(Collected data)
- - -

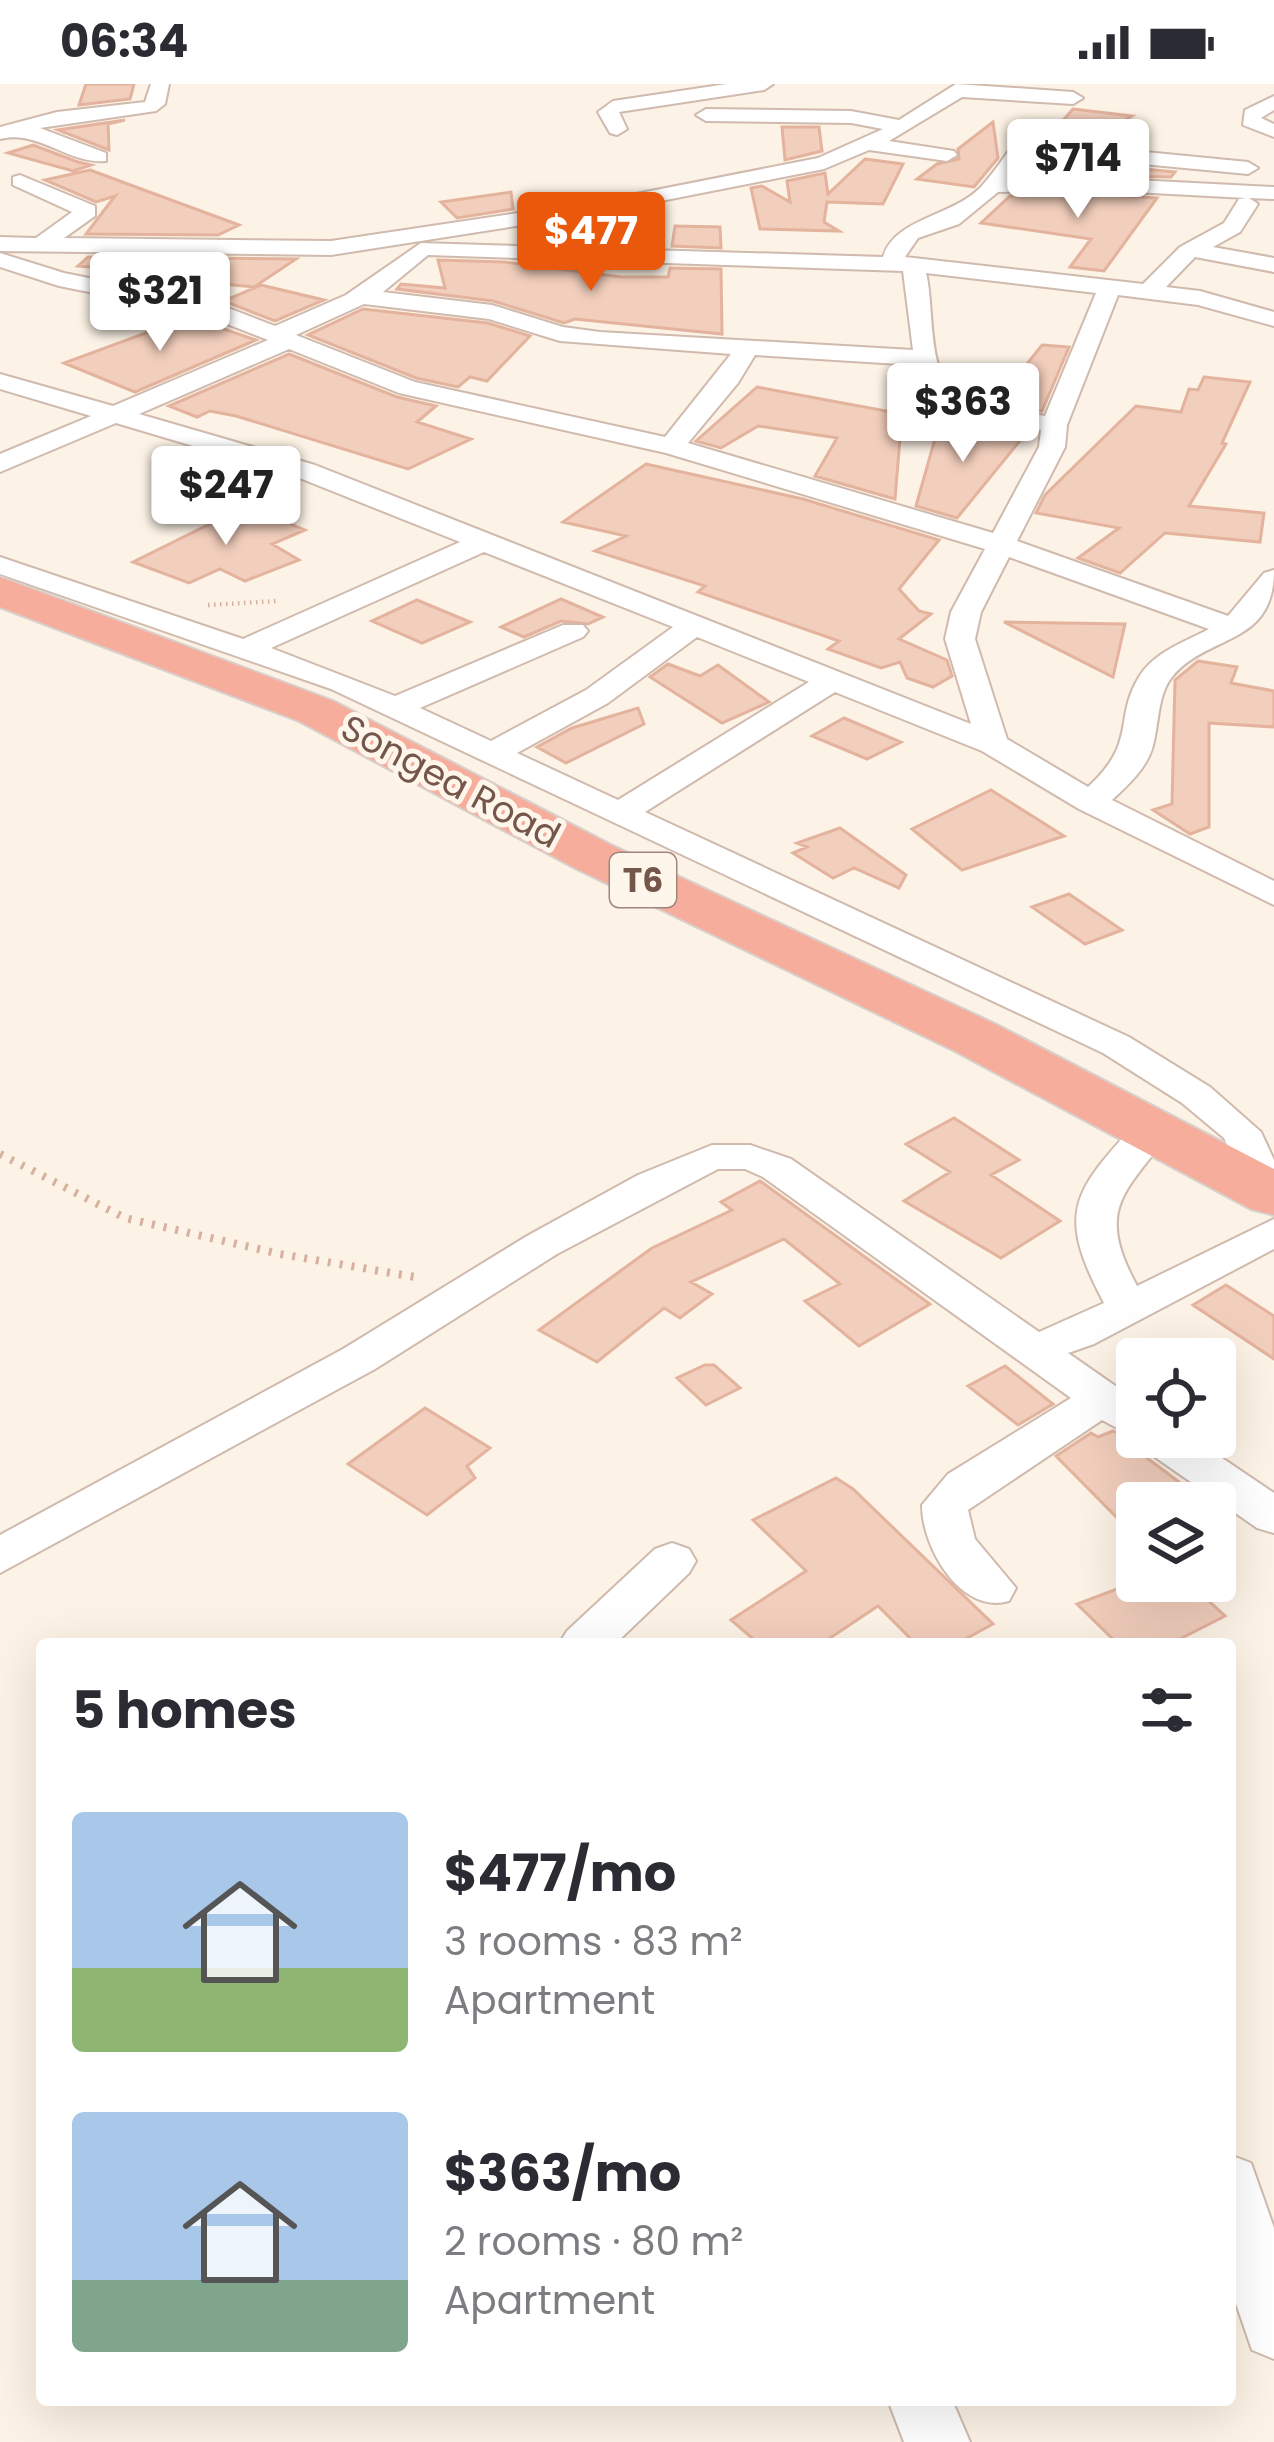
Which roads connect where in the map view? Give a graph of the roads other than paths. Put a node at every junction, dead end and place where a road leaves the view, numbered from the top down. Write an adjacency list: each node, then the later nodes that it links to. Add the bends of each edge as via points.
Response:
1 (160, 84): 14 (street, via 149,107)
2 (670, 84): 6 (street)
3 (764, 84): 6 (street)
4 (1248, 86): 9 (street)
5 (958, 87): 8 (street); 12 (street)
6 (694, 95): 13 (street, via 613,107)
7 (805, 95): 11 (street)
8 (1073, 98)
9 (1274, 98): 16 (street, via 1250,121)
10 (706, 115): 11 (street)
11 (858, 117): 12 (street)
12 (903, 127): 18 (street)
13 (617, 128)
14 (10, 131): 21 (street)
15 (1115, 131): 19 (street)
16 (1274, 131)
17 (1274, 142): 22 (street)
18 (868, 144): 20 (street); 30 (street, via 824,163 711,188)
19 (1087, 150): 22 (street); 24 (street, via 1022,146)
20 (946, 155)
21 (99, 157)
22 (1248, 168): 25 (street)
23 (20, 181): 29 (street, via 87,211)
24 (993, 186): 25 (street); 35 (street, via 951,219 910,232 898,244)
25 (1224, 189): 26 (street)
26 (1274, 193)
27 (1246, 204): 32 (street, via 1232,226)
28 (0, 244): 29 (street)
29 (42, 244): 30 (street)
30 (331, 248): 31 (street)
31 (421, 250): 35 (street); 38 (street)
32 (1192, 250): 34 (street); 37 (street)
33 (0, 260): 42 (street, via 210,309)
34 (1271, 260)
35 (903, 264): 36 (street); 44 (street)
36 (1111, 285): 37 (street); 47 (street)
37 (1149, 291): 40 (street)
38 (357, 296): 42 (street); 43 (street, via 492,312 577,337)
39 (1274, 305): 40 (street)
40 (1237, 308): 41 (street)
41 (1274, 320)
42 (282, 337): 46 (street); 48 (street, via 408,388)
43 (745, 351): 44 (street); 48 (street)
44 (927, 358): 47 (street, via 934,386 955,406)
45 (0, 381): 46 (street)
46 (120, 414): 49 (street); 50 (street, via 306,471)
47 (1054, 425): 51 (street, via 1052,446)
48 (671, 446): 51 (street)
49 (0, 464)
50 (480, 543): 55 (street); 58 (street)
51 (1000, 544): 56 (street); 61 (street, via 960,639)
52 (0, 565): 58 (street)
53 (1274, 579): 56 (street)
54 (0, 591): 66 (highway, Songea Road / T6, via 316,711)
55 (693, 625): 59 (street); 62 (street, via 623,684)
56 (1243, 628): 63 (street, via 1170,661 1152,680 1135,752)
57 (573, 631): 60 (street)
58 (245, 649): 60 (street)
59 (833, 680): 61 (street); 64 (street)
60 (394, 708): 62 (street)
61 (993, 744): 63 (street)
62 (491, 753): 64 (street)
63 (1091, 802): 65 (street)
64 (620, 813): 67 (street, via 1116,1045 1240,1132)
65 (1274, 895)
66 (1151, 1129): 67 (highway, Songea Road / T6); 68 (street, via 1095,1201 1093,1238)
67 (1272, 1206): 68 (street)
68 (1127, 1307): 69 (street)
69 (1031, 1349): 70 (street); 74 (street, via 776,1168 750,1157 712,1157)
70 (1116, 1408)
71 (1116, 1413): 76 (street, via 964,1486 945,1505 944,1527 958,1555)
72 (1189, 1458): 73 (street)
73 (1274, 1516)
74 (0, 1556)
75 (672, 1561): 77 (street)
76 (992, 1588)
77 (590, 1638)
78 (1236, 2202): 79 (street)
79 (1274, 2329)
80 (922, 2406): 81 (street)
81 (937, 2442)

- - -

* _WHAT YOU WILL DO_: Select all lines with the word "highway" from the entries above.

* _EXERCISE RESULT_:
54 (0, 591): 66 (highway, Songea Road / T6, via 316,711)
66 (1151, 1129): 67 (highway, Songea Road / T6); 68 (street, via 1095,1201 1093,1238)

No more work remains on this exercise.